Geological background

Teide volcano on Tenerife Island (Canary Islands, Spain) is the highest volcano (3718 m) of the Canarian archipelago, the volcanism of which is explained by controversial theories. Fissural eruptions shaped the oldest subaerial part of Tenerife (Old Basaltic Series) between 12 and 3.3 Ma. The central part of the island is occupied by the Las Cañadas edifice, at least 3.5 My old, and associated with a series of shallow magma chambers and to a series of collapses that produced one of the best exposed calderas in the world. The caldera is roughly elliptical, elongated EW and is 16 km x 9 km large. Its base lies at about 2000 m a.m.sl. and is closed off by a huge wall, visible for 27 km along the SW, S-SE and NE sectors.

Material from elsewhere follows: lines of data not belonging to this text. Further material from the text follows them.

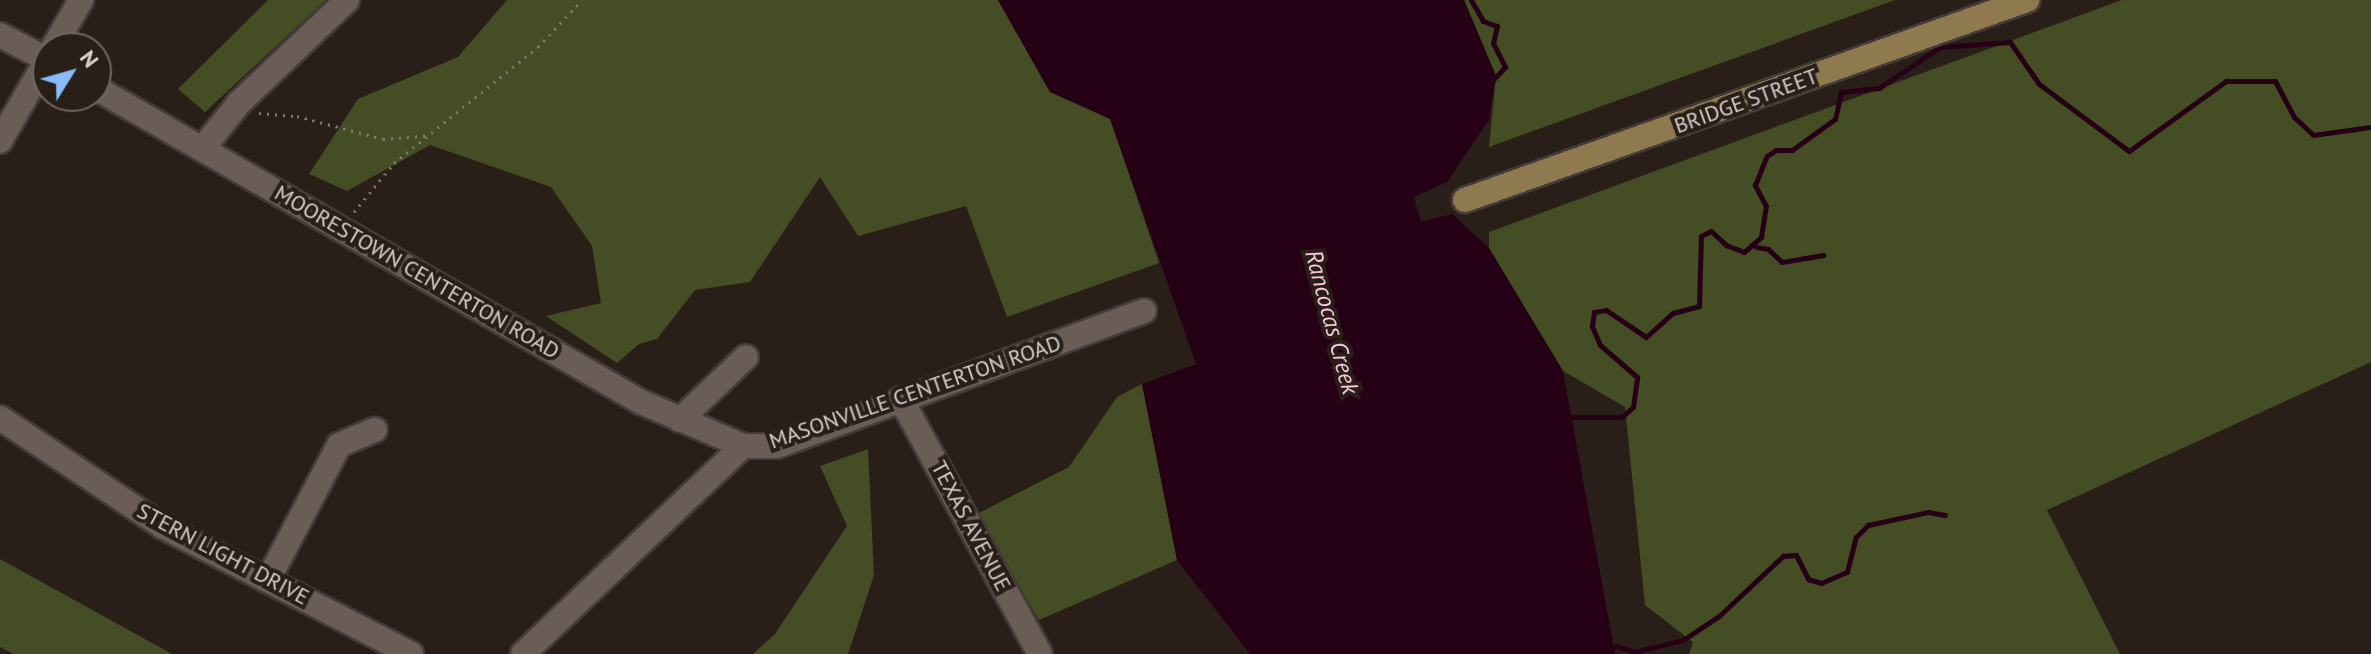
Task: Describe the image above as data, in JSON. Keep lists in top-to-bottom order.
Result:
{
  "streets": {
    "main road": ["BRIDGE STREET"],
    "street": [
      "MOORESTOWN CENTERTON ROAD",
      "MASONVILLE CENTERTON ROAD",
      "TEXAS AVENUE",
      "STERN LIGHT DRIVE"
    ]
  },
  "crossings": [
    ["MOORESTOWN CENTERTON ROAD", "MASONVILLE CENTERTON ROAD"],
    ["MASONVILLE CENTERTON ROAD", "TEXAS AVENUE"]
  ],
  "water": ["Rancocas Creek"],
  "north": "top right"
}
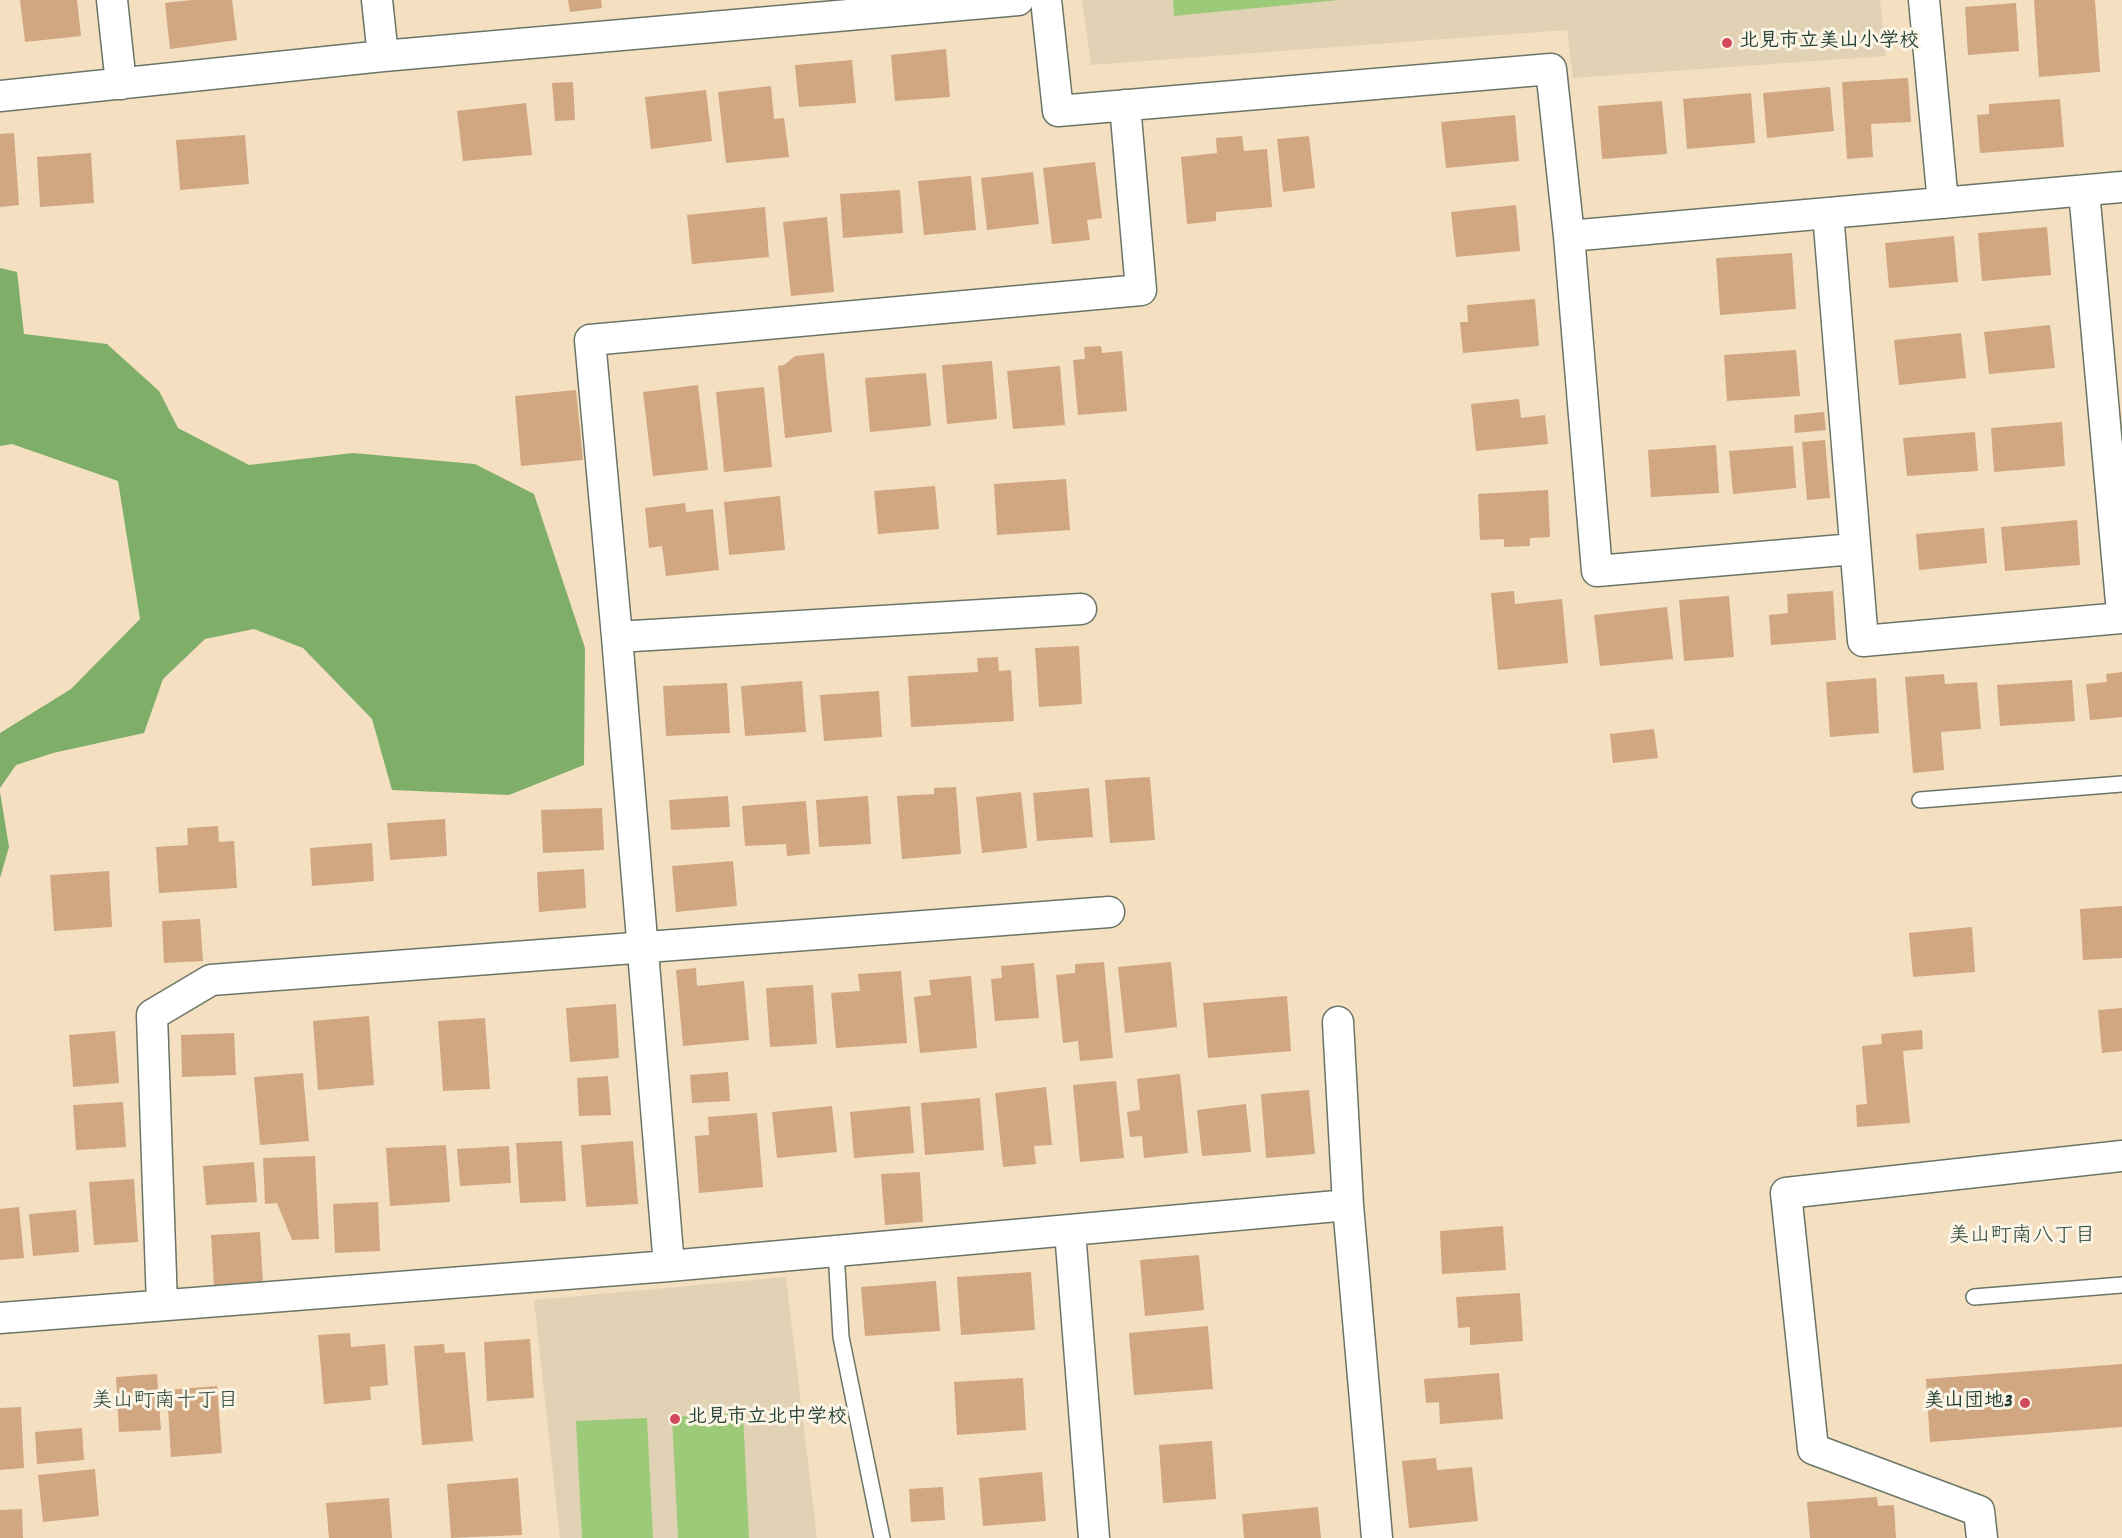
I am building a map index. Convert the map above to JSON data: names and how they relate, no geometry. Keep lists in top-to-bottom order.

Teide Volcano and Cañadas caldera photographed by ISS astronauts on
24 October 2002 from an altitude of 383 km. Image courtesy NASA.

A double stratovolcano has formed in the northern border of the Caldera over the last 0.15 Ma: the Teide-Pico Viejo system, characterized by a series of dome constructions and explosive destructions. The two summits are separated by 2.5 km, the highest altitude (3718 m) corresponding to the youngest summit of Teide, an approximately circular cone with a basal diameter of about 5 km. Pico Viejo products, mafic to intermediate composition, occupy the western part of the Las Cañadas caldera, while Teide basaltic and phonolitic products are found in the central and northern part of the caldera, covering its northern slopes.

The subplinean eruption of Montaña Blanca, about 2000 years b.p., marks the latest phonolitic event on the southern Teide flank. Several minor eruptions have been recorded in historical time, involving basaltic magma. The last one occurred in 1909 in Chinyero, near Pico Viejo along the NW-SE ridge. Other historical eruptions include the Siete Fuentes, Fasnia, Arenas and Montaña Negra events in the short period of 1704-1706 and the Chahorra Volcano eruption, at the Teide southern slopes, in 1798.